The driver sped on when they made eye contact. Lux looked every bit the down-on-the-luck veteran, and he probably didn’t want to risk finding out how down-on-the-luck Lux really was.

Two cabs rolled by, but Lux didn’t hail either of these; both were officially licensed city cabs. They ran twice the price of what they were worth, and hiring them meant logging in and effectively calling out his current location to anyone paying attention on the net. Assuming his tail, or his employers, knew where to look.

Another car pulled from the traffic and slowed to a stop. It was a two-seater, barely enough space behind the seats for a suitcase.

The driver leaned over the passenger seat. “Car?” he said.

“Seven Corners,” said Lux, destination the traditional affirmation in the black market of hired cars.

“700,” said the driver, and Lux opened the door himself. The price: another implied affirmation.

“We’re cousins,” said Lux. Their shared story.

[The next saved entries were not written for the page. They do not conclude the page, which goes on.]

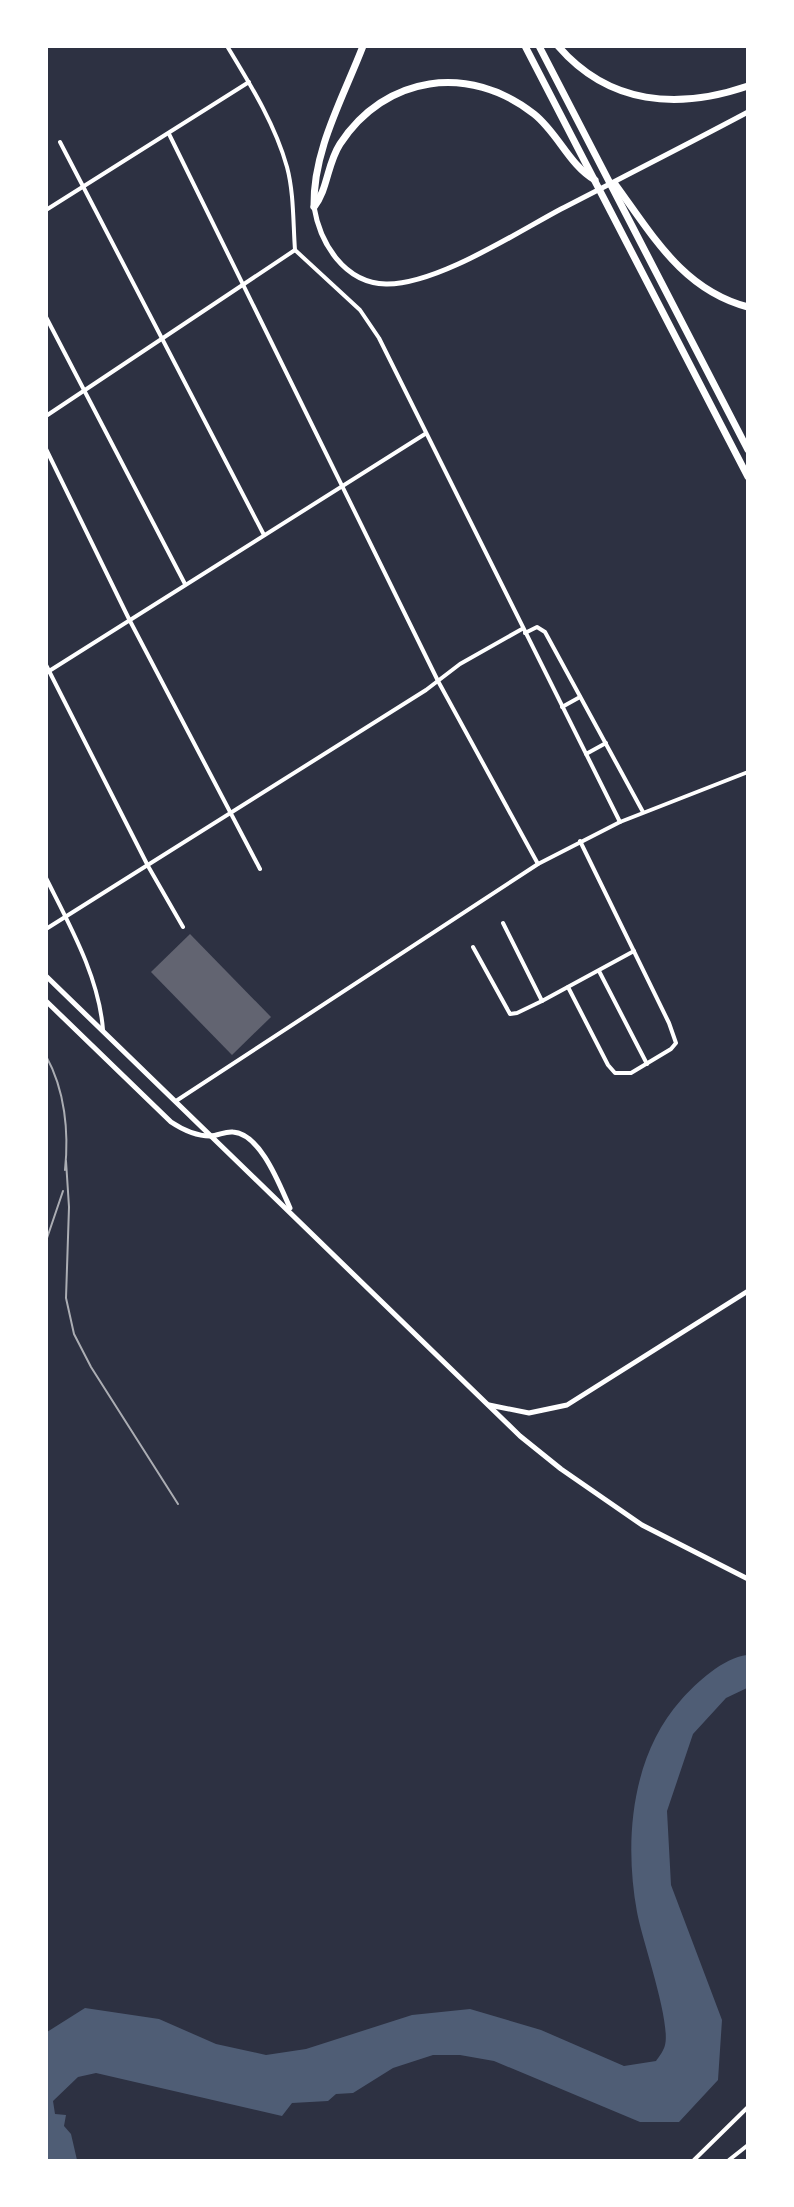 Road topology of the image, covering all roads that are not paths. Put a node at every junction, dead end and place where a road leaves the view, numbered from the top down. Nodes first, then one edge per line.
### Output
1 (227, 46) edge
2 (363, 46) edge
3 (525, 46) edge
4 (539, 46) edge
5 (558, 46) edge
6 (249, 82) junction
7 (747, 86) edge
8 (746, 112) edge
9 (169, 134) junction
10 (60, 142) dead end
11 (602, 165) junction
12 (595, 180) junction
13 (83, 186) junction
14 (314, 207) junction
15 (46, 210) edge
16 (295, 250) junction
17 (244, 283) junction
18 (747, 308) edge
19 (46, 317) edge
20 (162, 338) junction
21 (84, 390) junction
22 (46, 416) edge
23 (425, 434) junction
24 (46, 449) edge
25 (747, 450) edge
26 (747, 477) edge
27 (344, 484) junction
28 (264, 535) junction
29 (185, 584) junction
30 (129, 619) junction
31 (523, 631) junction
32 (46, 665) edge
33 (48, 672) edge
34 (438, 681) junction
35 (580, 697) junction
36 (562, 707) junction
37 (606, 743) junction
38 (586, 754) junction
39 (747, 772) edge
40 (643, 812) junction
41 (231, 814) junction
42 (620, 822) junction
43 (580, 841) junction
44 (538, 864) junction
45 (148, 866) junction
46 (260, 868) dead end
47 (46, 878) edge
48 (66, 917) junction
49 (503, 923) dead end
50 (183, 927) dead end
51 (46, 929) edge
52 (473, 947) dead end
53 (634, 951) junction
54 (599, 971) junction
55 (46, 976) edge
56 (52, 982) junction
57 (46, 986) edge
58 (568, 987) junction
59 (46, 1001) edge
60 (542, 1001) junction
61 (103, 1030) junction
62 (647, 1064) junction
63 (176, 1101) junction
64 (211, 1136) junction
65 (291, 1212) junction
66 (747, 1291) edge
67 (488, 1405) junction
68 (747, 1579) edge
69 (747, 2108) edge
70 (747, 2145) edge
71 (694, 2160) edge
72 (729, 2160) edge

1 - 6 street
2 - 14 highway
3 - 12 highway
4 - 11 highway
5 - 7 highway
6 - 9 street
6 - 16 street
8 - 14 main road
9 - 13 street
9 - 17 street
10 - 13 street
11 - 18 highway
11 - 25 highway
12 - 14 highway
12 - 26 highway
13 - 15 street
13 - 20 street
16 - 17 street
16 - 23 street
17 - 20 street
17 - 27 street
19 - 21 street
20 - 21 street
20 - 28 street
21 - 22 street
21 - 29 street
23 - 27 street
23 - 31 street
24 - 30 street
27 - 28 street
27 - 34 street
28 - 29 street
29 - 30 street
30 - 33 street
30 - 41 street
31 - 34 street
31 - 35 street
31 - 36 street
32 - 33 street
33 - 45 street
34 - 41 street
34 - 44 street
35 - 36 street
35 - 37 street
36 - 38 street
37 - 38 street
37 - 40 street
38 - 42 street
39 - 40 street
40 - 42 street
41 - 45 street
41 - 46 street
42 - 43 street
43 - 44 street
43 - 53 street
44 - 63 street
45 - 48 street
45 - 50 street
47 - 48 street
48 - 51 street
48 - 61 street
49 - 60 street
52 - 60 street
53 - 54 street
53 - 62 street
54 - 58 street
54 - 62 street
55 - 56 main road
56 - 57 street
56 - 61 main road
58 - 60 street
58 - 62 street
59 - 64 main road
61 - 63 main road
63 - 64 main road
64 - 65 main road
64 - 65 main road
65 - 67 main road
66 - 67 main road
67 - 68 main road
69 - 71 street
70 - 72 street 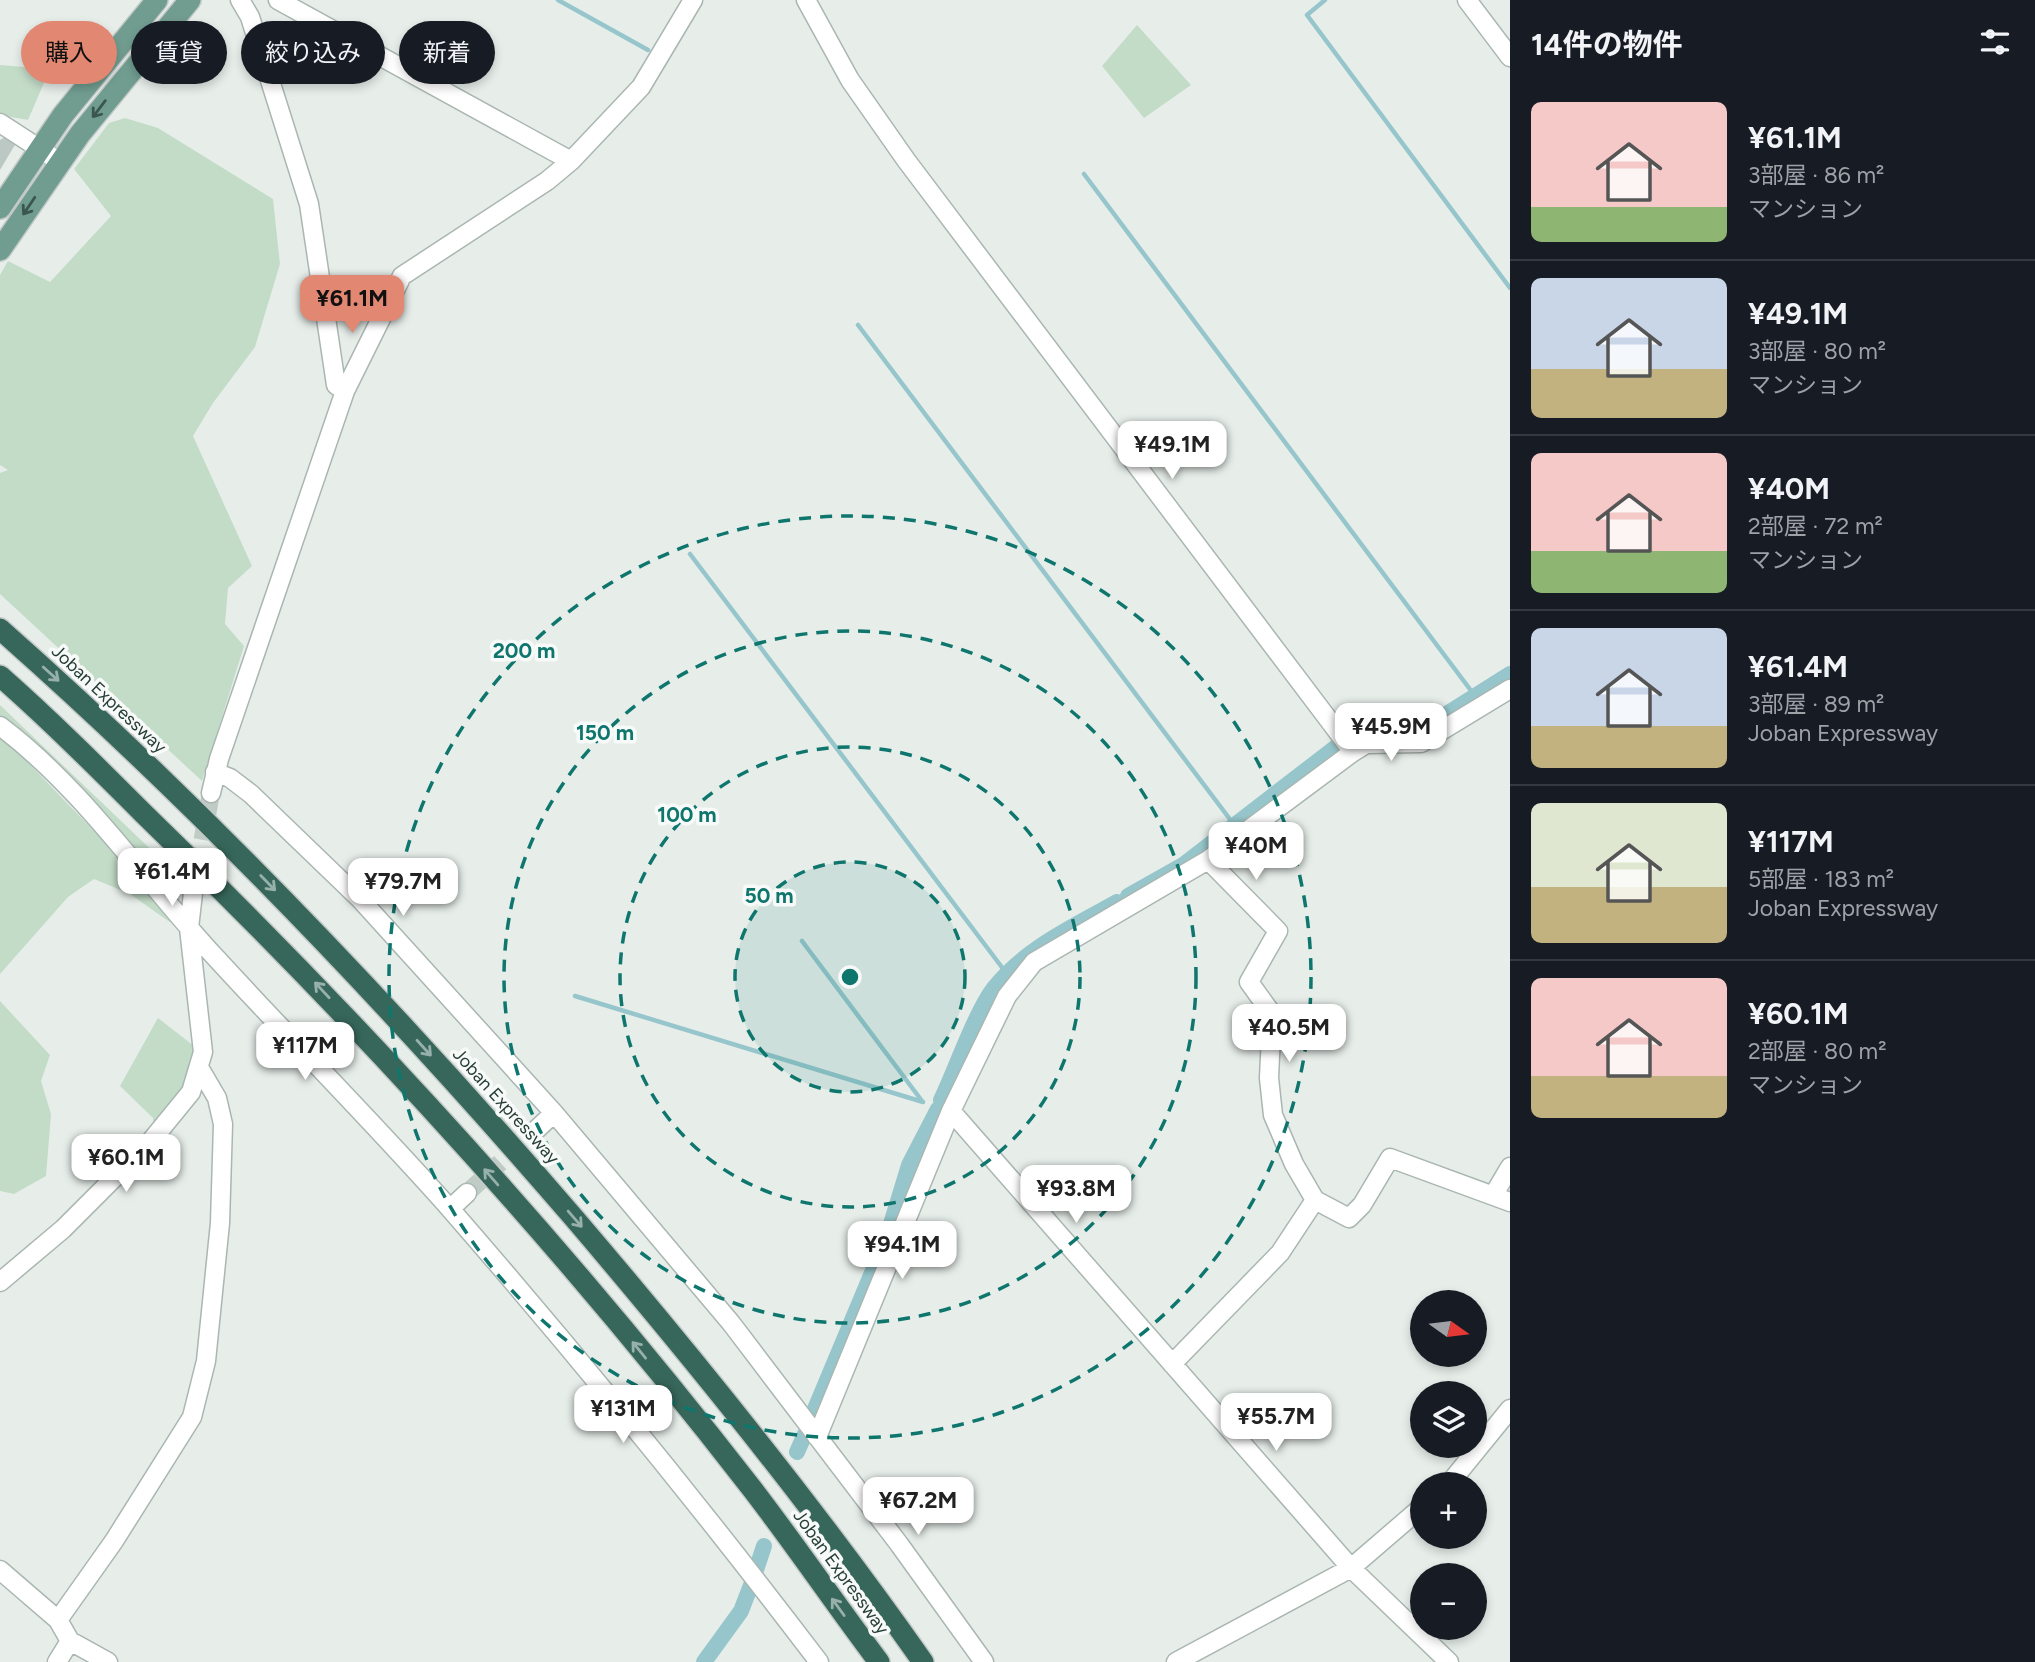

The driver was a thin man, gaunt with sunken eyes and dark, thick eyebrows. He looked at once menacing and emaciated. His complexion was olive, not much darker than Lux’s; but Lux immediately, unconsciously, began comparing him to the countless national enemies who perpetually threatened the North American Union. Could this one be from South Asia, where nuclear war between states had cast a hundred million refugees out across the world? Or Latin America, where Lux had lost his arm, and where still NAU forces fought an insurgency of narcoterrorists in the jungles of Oaxaca? Or the Middle East, where two centuries of interference and provocation had bred generations of martyrs?